___ DATA FOR ANALYSIS

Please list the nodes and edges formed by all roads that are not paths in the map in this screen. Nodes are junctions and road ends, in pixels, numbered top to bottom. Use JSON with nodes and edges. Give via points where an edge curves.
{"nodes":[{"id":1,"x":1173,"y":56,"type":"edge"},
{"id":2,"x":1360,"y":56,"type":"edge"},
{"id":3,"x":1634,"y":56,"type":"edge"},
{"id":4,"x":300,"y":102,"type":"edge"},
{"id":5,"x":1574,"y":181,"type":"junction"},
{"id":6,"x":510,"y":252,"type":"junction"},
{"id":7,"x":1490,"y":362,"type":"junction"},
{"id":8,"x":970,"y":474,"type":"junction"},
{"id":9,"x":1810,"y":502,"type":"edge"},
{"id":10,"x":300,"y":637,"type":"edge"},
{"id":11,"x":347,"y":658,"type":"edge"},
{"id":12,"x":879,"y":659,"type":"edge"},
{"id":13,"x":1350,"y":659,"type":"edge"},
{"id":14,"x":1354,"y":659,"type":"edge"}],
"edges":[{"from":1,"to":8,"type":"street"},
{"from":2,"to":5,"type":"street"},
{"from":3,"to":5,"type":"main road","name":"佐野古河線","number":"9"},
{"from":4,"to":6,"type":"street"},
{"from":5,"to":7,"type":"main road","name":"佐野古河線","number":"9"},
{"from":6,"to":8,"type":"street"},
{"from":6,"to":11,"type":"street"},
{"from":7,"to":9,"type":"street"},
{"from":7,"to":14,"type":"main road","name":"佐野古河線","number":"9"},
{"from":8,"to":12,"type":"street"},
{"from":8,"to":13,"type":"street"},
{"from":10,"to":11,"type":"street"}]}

______

#### [TASK TO COMPLETE]
The response must consist of all the data, reproduced without alteration.

#### [EXERCISE OUTPUT]
Please list the nodes and edges formed by all roads that are not paths in the map in this screen. Nodes are junctions and road ends, in pixels, numbered top to bottom. Use JSON with nodes and edges. Give via points where an edge curves.
{"nodes":[{"id":1,"x":1173,"y":56,"type":"edge"},
{"id":2,"x":1360,"y":56,"type":"edge"},
{"id":3,"x":1634,"y":56,"type":"edge"},
{"id":4,"x":300,"y":102,"type":"edge"},
{"id":5,"x":1574,"y":181,"type":"junction"},
{"id":6,"x":510,"y":252,"type":"junction"},
{"id":7,"x":1490,"y":362,"type":"junction"},
{"id":8,"x":970,"y":474,"type":"junction"},
{"id":9,"x":1810,"y":502,"type":"edge"},
{"id":10,"x":300,"y":637,"type":"edge"},
{"id":11,"x":347,"y":658,"type":"edge"},
{"id":12,"x":879,"y":659,"type":"edge"},
{"id":13,"x":1350,"y":659,"type":"edge"},
{"id":14,"x":1354,"y":659,"type":"edge"}],
"edges":[{"from":1,"to":8,"type":"street"},
{"from":2,"to":5,"type":"street"},
{"from":3,"to":5,"type":"main road","name":"佐野古河線","number":"9"},
{"from":4,"to":6,"type":"street"},
{"from":5,"to":7,"type":"main road","name":"佐野古河線","number":"9"},
{"from":6,"to":8,"type":"street"},
{"from":6,"to":11,"type":"street"},
{"from":7,"to":9,"type":"street"},
{"from":7,"to":14,"type":"main road","name":"佐野古河線","number":"9"},
{"from":8,"to":12,"type":"street"},
{"from":8,"to":13,"type":"street"},
{"from":10,"to":11,"type":"street"}]}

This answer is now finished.